(Saved data entries)
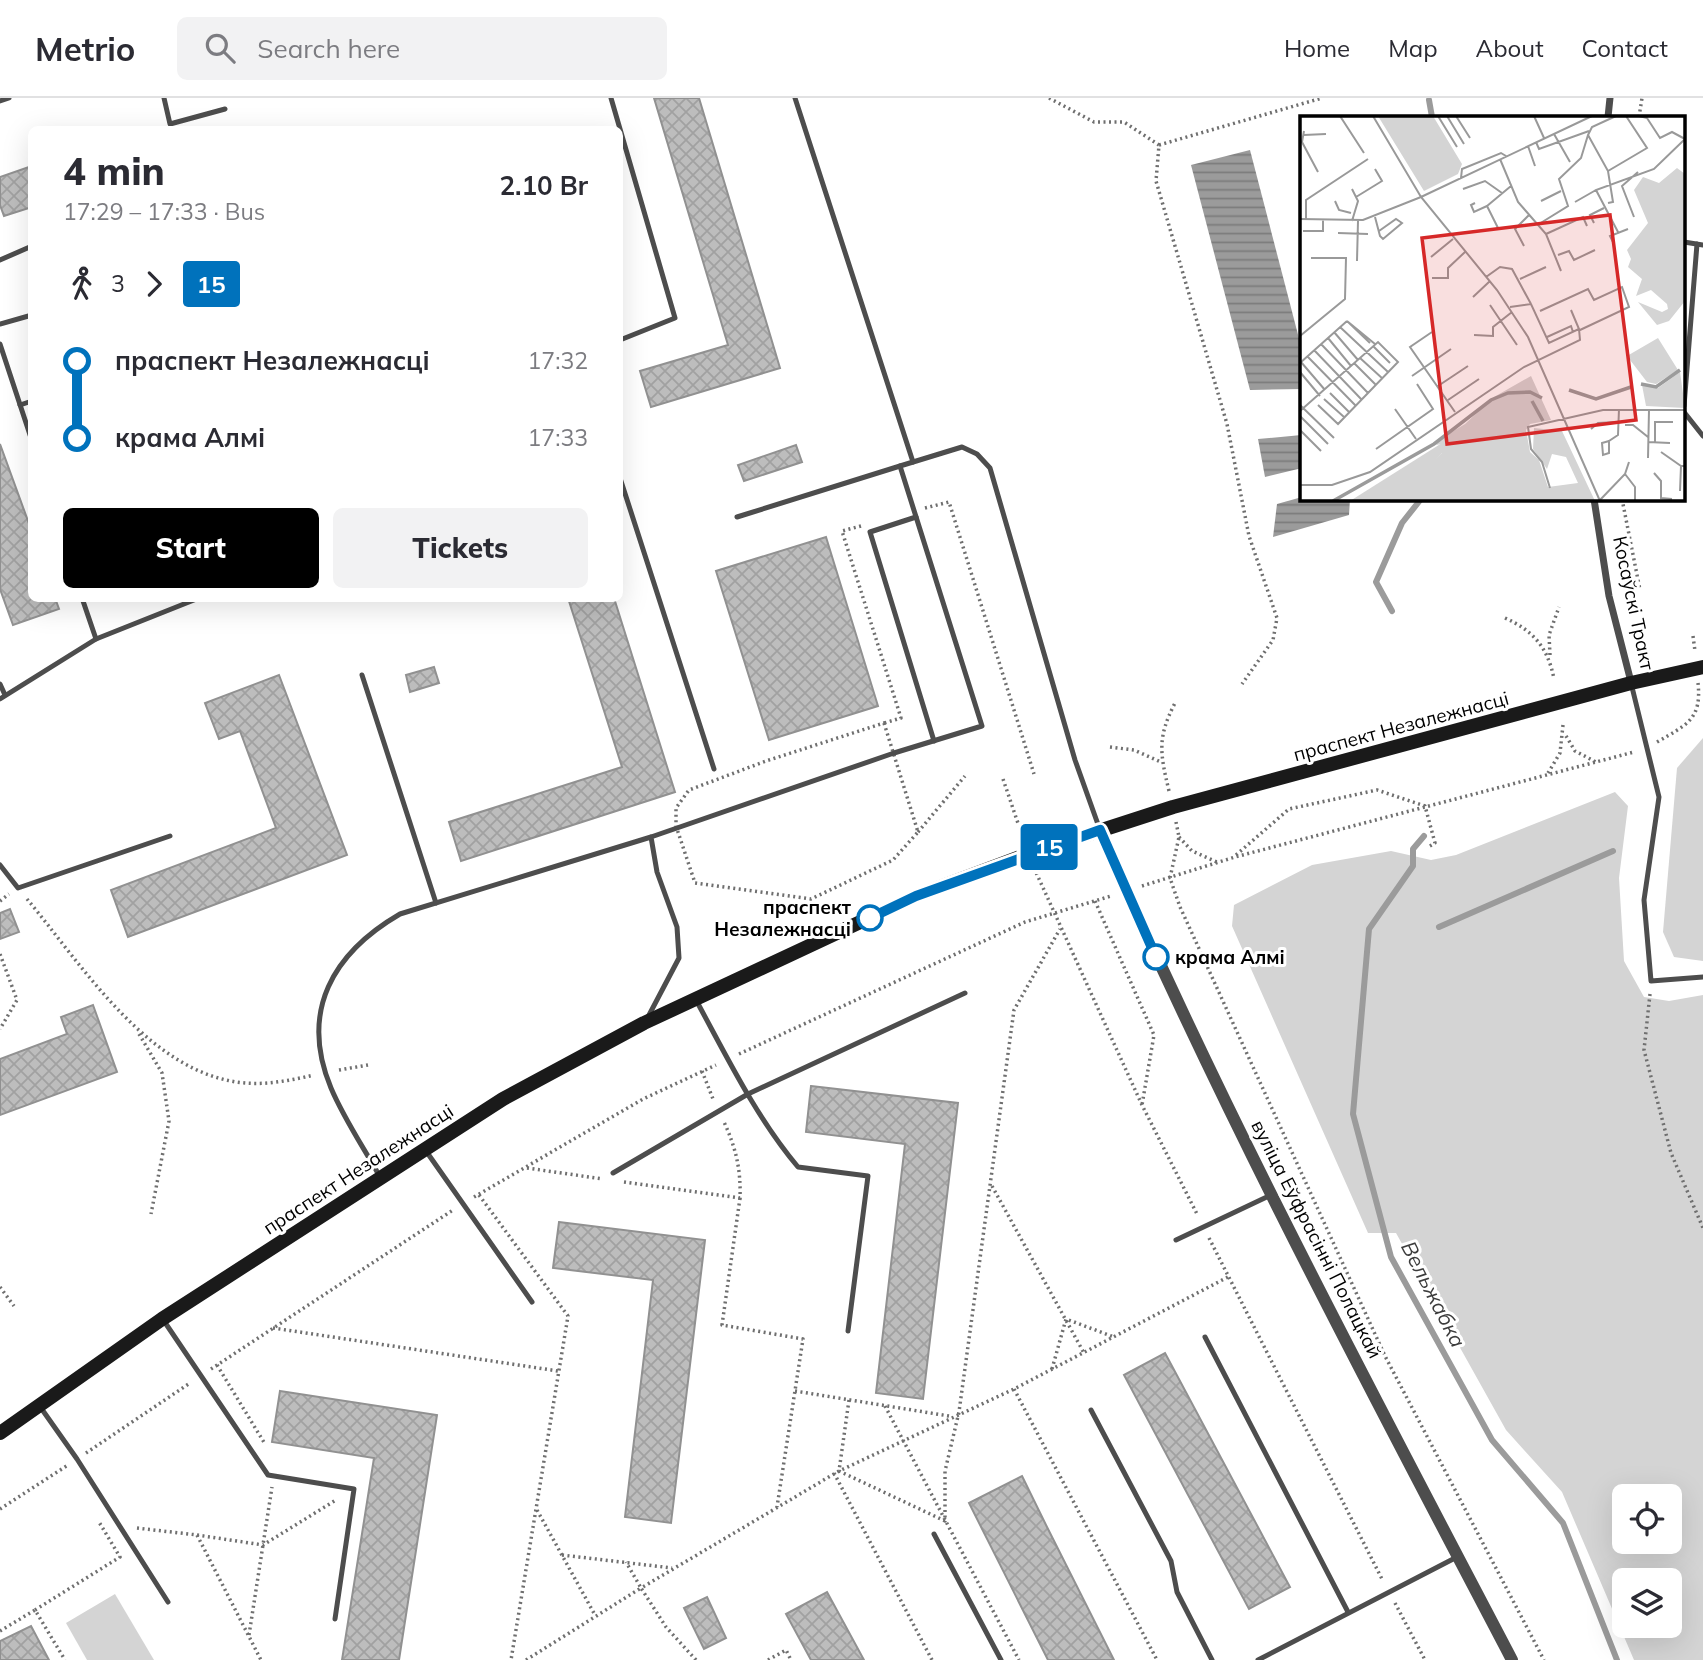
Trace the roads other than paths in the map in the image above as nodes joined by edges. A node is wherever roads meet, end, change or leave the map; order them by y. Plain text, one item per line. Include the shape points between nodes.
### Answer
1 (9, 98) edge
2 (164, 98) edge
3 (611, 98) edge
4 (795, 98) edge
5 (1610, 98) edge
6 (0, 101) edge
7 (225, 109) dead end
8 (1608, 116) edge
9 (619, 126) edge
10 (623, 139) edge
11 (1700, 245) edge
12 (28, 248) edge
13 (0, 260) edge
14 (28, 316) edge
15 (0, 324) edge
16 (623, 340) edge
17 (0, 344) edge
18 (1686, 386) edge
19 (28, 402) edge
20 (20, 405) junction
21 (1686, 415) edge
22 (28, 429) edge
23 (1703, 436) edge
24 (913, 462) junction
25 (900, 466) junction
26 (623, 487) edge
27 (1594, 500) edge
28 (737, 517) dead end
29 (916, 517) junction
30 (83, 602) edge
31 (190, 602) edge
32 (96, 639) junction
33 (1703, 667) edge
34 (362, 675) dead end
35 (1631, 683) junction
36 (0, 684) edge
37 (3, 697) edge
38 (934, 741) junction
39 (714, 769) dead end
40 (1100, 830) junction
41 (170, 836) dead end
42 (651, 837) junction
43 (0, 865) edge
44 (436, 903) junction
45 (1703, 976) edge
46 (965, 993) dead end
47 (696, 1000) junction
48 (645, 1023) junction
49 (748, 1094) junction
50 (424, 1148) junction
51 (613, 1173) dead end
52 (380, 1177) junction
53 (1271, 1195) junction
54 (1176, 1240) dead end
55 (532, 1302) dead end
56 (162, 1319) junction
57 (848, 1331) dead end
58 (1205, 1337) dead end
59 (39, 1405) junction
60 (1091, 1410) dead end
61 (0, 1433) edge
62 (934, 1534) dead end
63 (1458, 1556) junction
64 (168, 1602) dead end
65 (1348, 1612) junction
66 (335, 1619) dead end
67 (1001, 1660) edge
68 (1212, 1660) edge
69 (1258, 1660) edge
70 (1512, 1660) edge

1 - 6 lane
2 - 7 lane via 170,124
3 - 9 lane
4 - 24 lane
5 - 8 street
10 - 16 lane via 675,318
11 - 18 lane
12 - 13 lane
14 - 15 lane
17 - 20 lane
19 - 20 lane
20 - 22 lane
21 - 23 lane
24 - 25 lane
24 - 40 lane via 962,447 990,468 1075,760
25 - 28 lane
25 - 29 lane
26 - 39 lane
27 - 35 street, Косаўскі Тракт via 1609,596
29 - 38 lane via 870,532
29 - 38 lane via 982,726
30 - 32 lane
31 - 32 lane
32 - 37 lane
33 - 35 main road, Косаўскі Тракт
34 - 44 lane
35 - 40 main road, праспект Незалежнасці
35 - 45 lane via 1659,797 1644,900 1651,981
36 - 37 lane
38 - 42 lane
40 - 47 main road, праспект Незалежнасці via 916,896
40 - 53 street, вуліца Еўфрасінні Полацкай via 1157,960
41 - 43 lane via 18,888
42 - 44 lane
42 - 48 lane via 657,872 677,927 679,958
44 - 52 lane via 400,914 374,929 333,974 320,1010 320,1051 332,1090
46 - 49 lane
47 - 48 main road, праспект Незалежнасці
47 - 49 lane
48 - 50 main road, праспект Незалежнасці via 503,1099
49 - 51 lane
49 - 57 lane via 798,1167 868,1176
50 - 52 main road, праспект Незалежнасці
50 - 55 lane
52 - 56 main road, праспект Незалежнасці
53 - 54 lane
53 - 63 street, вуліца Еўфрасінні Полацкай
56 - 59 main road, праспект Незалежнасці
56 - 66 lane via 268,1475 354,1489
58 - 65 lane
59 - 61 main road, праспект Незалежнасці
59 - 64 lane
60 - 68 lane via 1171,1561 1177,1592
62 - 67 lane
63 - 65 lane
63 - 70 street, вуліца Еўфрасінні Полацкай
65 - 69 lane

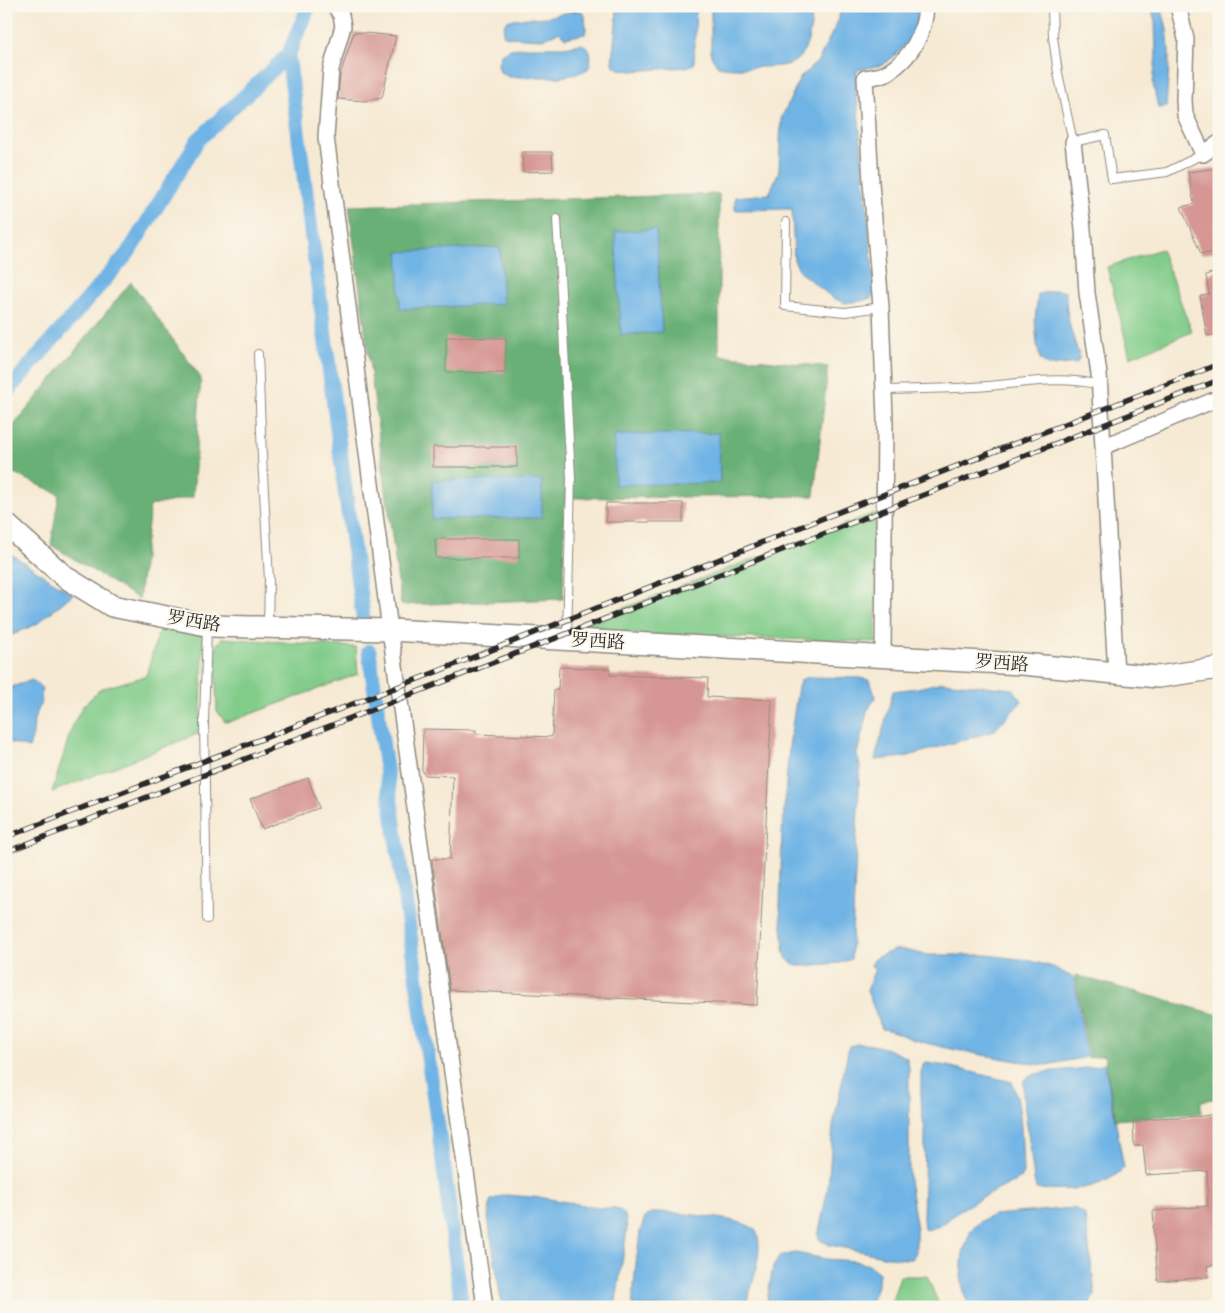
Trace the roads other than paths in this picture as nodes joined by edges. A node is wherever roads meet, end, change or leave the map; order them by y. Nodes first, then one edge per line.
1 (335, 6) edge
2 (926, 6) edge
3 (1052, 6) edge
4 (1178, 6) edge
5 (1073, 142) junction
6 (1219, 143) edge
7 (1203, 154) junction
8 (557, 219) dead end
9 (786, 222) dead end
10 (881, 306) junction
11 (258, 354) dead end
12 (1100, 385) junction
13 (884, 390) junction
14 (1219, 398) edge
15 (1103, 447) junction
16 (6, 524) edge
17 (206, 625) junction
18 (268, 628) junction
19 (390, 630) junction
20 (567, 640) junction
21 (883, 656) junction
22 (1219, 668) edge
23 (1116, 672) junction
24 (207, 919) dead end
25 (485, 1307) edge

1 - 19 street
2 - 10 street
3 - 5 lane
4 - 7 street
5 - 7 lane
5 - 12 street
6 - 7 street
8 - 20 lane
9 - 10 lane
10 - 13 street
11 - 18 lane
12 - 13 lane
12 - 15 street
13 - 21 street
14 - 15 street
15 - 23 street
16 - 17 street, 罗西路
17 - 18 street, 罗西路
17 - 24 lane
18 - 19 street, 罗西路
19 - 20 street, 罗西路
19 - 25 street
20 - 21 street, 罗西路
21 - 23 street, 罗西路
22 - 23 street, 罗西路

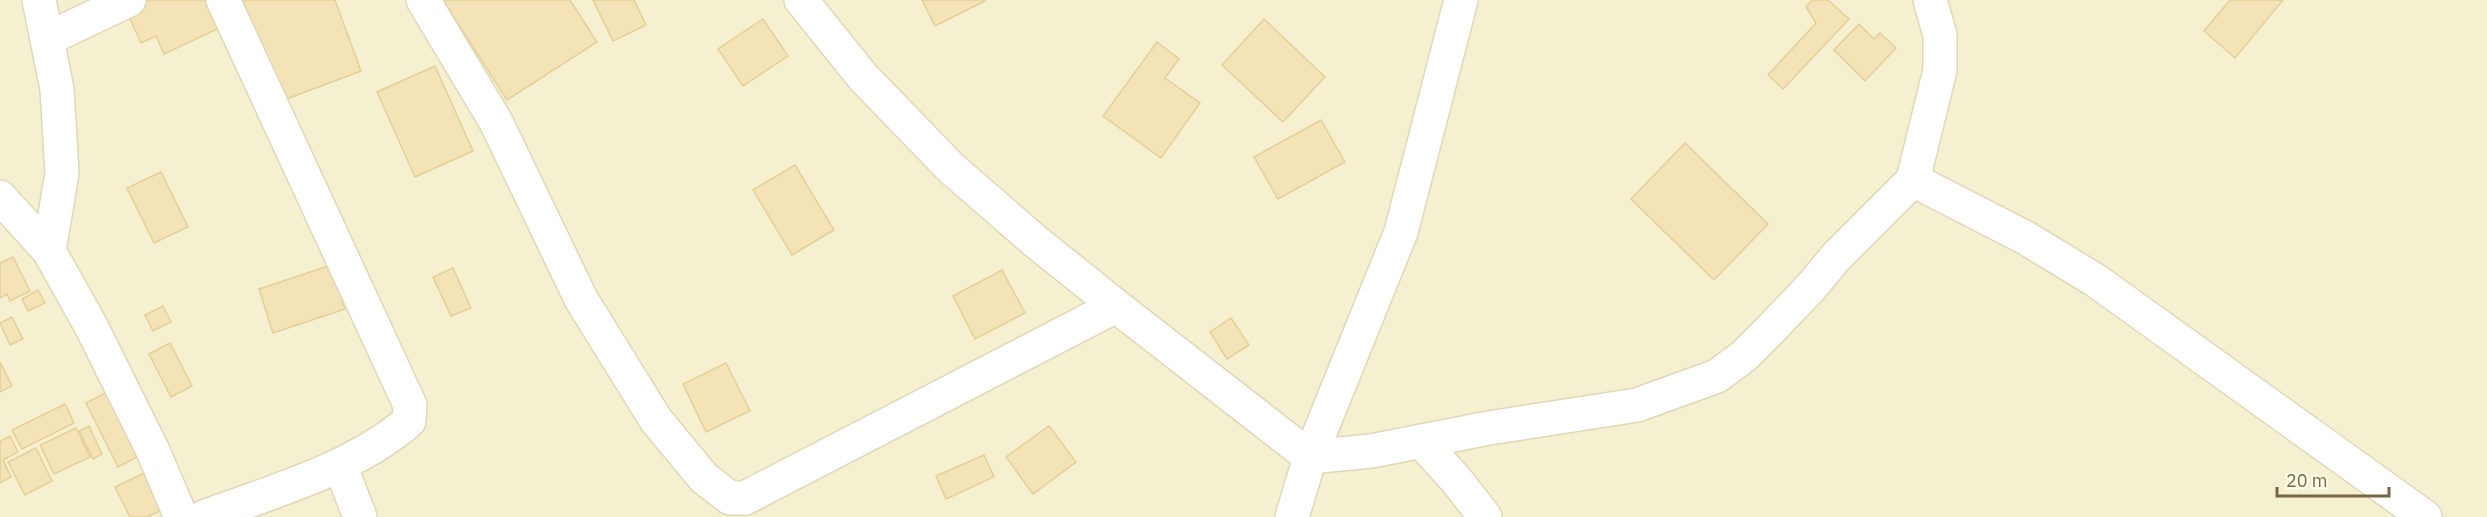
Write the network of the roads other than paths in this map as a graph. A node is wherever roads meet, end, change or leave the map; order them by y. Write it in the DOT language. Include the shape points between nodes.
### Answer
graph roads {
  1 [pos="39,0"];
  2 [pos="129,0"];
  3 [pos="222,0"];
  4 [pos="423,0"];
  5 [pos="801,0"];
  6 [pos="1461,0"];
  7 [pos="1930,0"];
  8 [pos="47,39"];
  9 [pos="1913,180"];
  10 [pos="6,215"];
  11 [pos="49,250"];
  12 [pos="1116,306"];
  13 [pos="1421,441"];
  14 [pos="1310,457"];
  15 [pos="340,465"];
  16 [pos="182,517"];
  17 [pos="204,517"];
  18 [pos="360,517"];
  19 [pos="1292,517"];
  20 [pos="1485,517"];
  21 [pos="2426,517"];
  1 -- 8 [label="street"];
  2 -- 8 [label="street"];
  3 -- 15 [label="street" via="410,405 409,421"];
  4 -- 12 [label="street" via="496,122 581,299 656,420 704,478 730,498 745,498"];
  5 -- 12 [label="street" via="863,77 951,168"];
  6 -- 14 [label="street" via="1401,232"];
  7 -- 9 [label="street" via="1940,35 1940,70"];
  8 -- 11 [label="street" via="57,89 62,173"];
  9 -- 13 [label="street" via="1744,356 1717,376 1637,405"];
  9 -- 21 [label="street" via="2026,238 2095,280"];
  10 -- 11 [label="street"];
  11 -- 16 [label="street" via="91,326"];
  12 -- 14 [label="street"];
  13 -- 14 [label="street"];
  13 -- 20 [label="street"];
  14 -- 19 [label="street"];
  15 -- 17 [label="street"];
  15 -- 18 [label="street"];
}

TASK ITEM:
Give the number of lines in the records that contain the string "вуліца", with no other output.

WRITTEN ANSWER:
3